= Along the Navajo Trail (song) =

1945 country-pop song

"Along the Navajo Trail" is a country/pop song, written by Dick Charles (pseudonym for Richard Charles Krieg), Larry Markes and Eddie DeLange in 1945, and first recorded by Dinah Shore in May 1945.

==Background==
It was the title song of the 1945 Roy Rogers film Along the Navajo Trail. It was also used in the 1945 film Don't Fence Me In, when it was sung by Roy Rogers and the Sons of the Pioneers.

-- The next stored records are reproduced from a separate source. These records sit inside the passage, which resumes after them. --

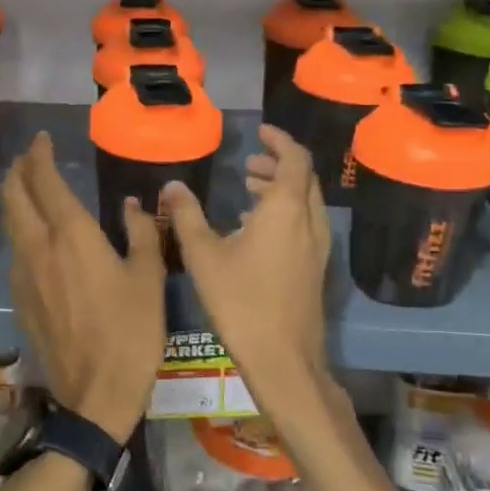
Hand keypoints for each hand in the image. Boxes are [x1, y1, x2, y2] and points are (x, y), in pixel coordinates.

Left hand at [2, 132, 164, 441]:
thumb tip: (132, 204)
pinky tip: (36, 238)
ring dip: (15, 199)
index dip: (39, 155)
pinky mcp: (19, 298)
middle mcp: (38, 247)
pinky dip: (20, 230)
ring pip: (9, 224)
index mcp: (71, 235)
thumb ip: (140, 233)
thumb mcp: (148, 277)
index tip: (43, 140)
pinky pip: (14, 251)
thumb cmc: (131, 331)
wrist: (95, 392)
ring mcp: (23, 274)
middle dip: (18, 170)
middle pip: (13, 196)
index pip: (44, 180)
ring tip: (29, 189)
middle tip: (30, 158)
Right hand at [162, 125, 333, 410]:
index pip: (294, 158)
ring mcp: (317, 247)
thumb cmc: (240, 301)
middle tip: (248, 164)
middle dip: (277, 164)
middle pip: (303, 178)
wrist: (283, 359)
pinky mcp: (315, 268)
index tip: (260, 131)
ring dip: (281, 189)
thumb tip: (172, 186)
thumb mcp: (203, 255)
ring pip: (305, 203)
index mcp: (286, 209)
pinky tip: (255, 230)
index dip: (279, 140)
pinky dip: (285, 212)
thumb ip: (186, 216)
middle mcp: (309, 222)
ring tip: (248, 190)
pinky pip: (305, 224)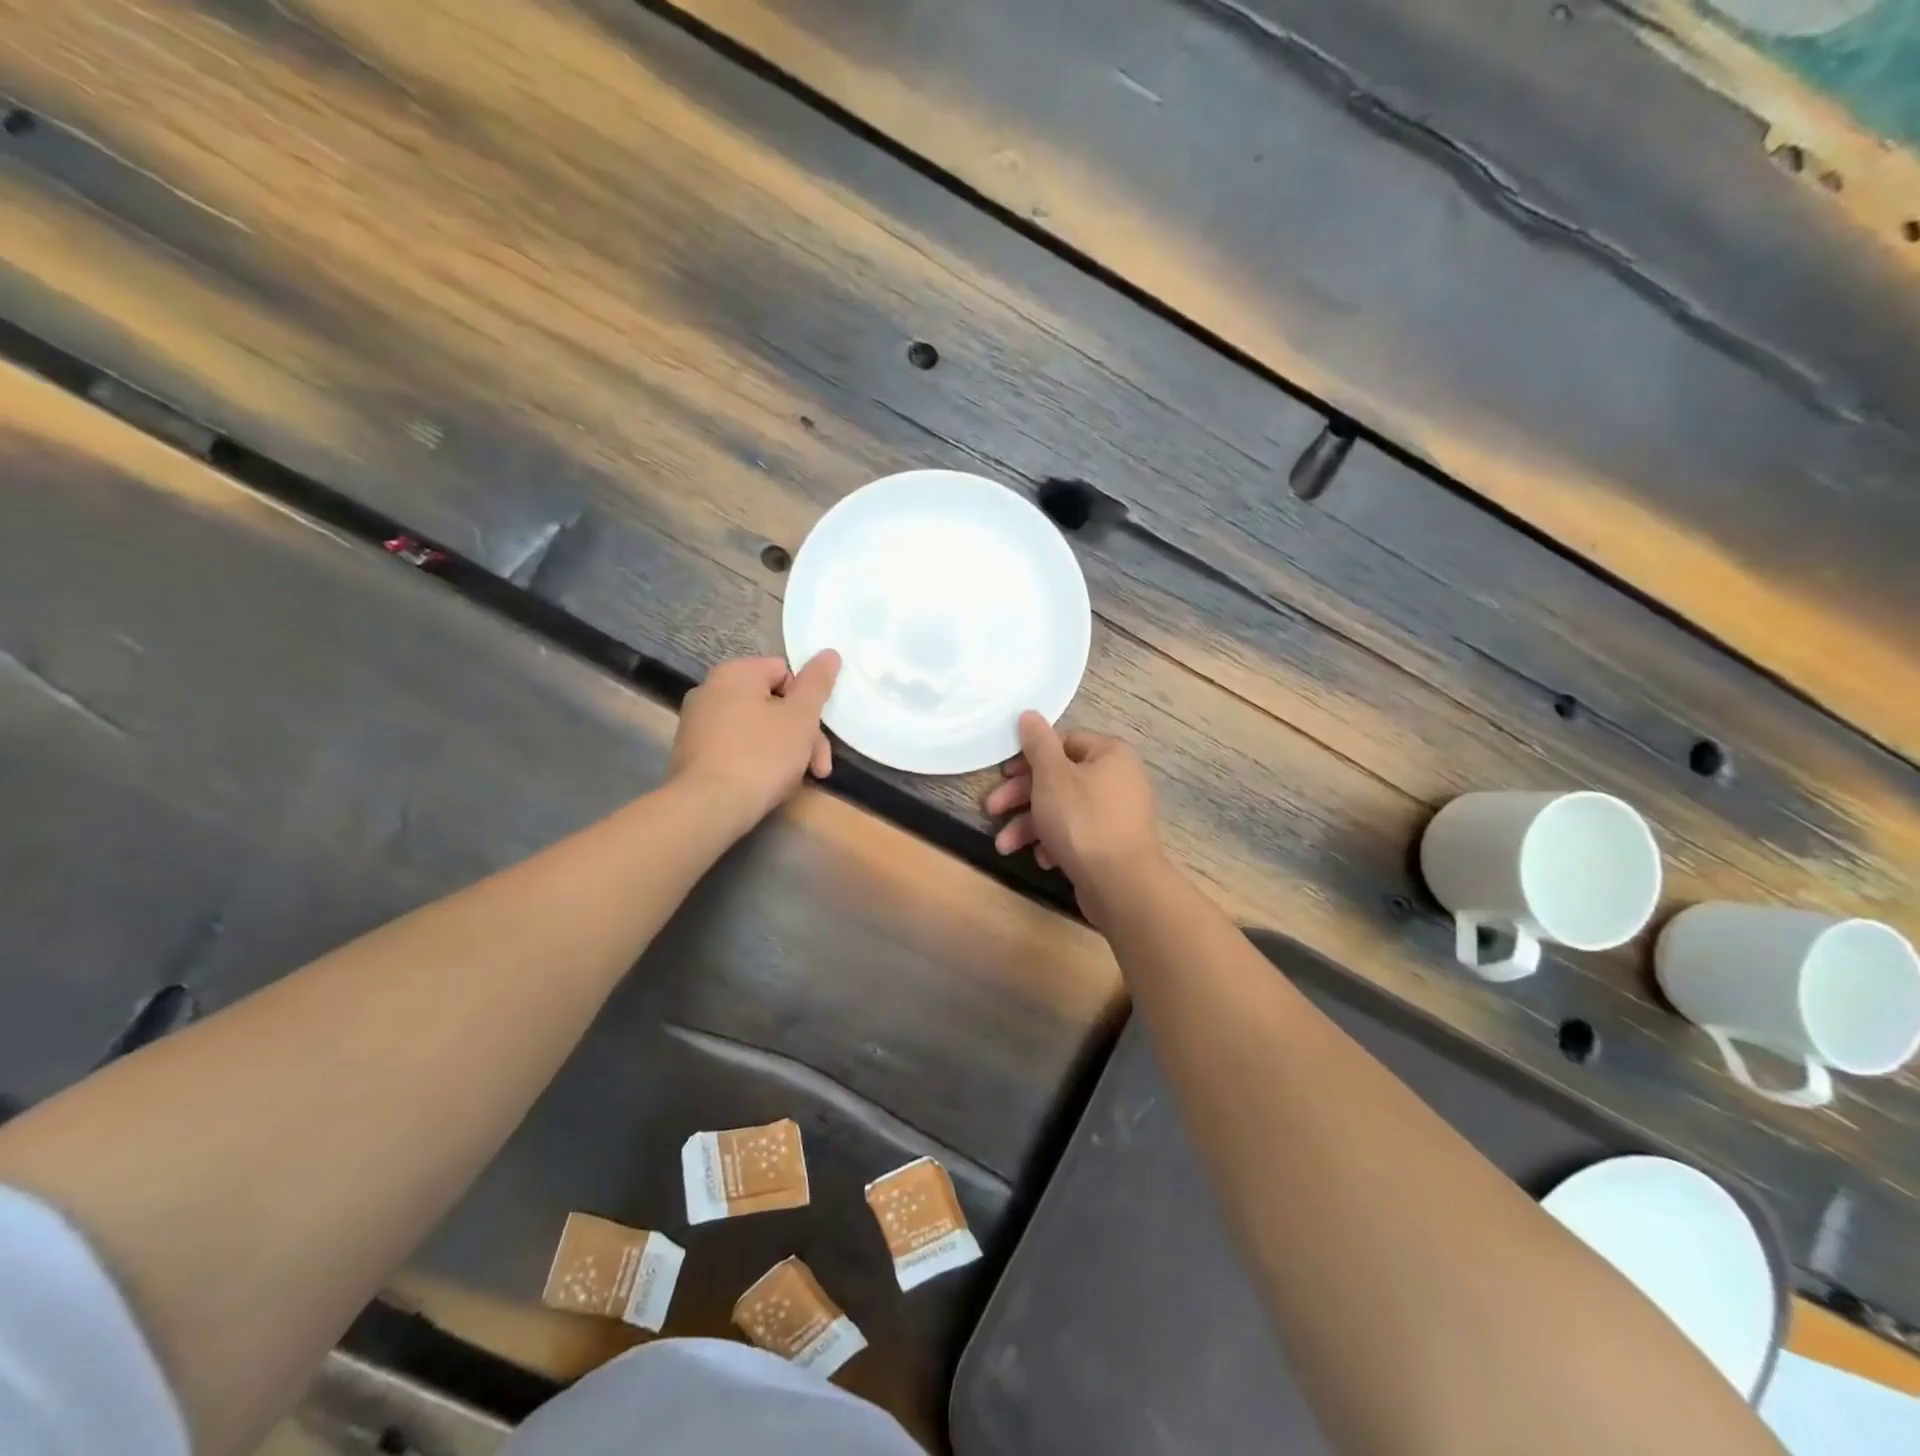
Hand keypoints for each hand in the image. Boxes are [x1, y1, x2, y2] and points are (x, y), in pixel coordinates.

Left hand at [670, 652, 840, 836]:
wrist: (708, 807)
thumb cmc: (761, 755)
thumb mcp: (801, 717)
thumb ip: (817, 683)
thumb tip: (829, 653)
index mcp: (735, 673)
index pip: (785, 672)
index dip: (807, 701)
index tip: (819, 733)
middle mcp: (710, 689)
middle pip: (771, 703)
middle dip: (800, 734)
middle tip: (818, 767)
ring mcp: (696, 723)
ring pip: (755, 728)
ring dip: (783, 750)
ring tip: (794, 781)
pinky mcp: (691, 753)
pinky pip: (734, 747)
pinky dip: (755, 761)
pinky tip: (766, 785)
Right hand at [986, 711, 1165, 923]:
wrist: (1121, 884)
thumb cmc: (1083, 821)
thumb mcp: (1052, 777)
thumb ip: (1038, 744)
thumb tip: (1029, 714)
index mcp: (1110, 754)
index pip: (1063, 742)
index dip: (1029, 757)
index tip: (1003, 774)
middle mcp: (1118, 779)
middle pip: (1059, 779)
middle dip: (1022, 797)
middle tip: (992, 809)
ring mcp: (1116, 814)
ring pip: (1063, 810)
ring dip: (1030, 826)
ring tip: (1005, 846)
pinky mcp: (1111, 844)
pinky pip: (1077, 834)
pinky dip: (1054, 843)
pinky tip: (1043, 859)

Members of the Western Writers of America chose it as one of the Top 100 Western songs of all time.

==Charts==
Charted versions in 1945 were by Bing Crosby and The Andrews Sisters (recorded June 29, 1945) (No. 2); Gene Krupa (vocal by Buddy Stewart) (No. 7); and Dinah Shore (No. 7).

==Other recordings==
The song has been recorded by many other artists, including:
- Steve Conway (1946)
- Sam Cooke - included on his album Encore (1958).
- Duane Eddy - included on his album Especially for You (1959).
- Fats Domino (1963)
- Steve Kuhn and Toshiko Akiyoshi on their The Country and Western Sound of Jazz Pianos (1963)
- Riders in the Sky - for their album Riders Go Commercial (1989)
- Bob Wills and the Texas Playboys. From the album The Tiffany Transcriptions Vol. 4: You're From Texas!, released in 1985.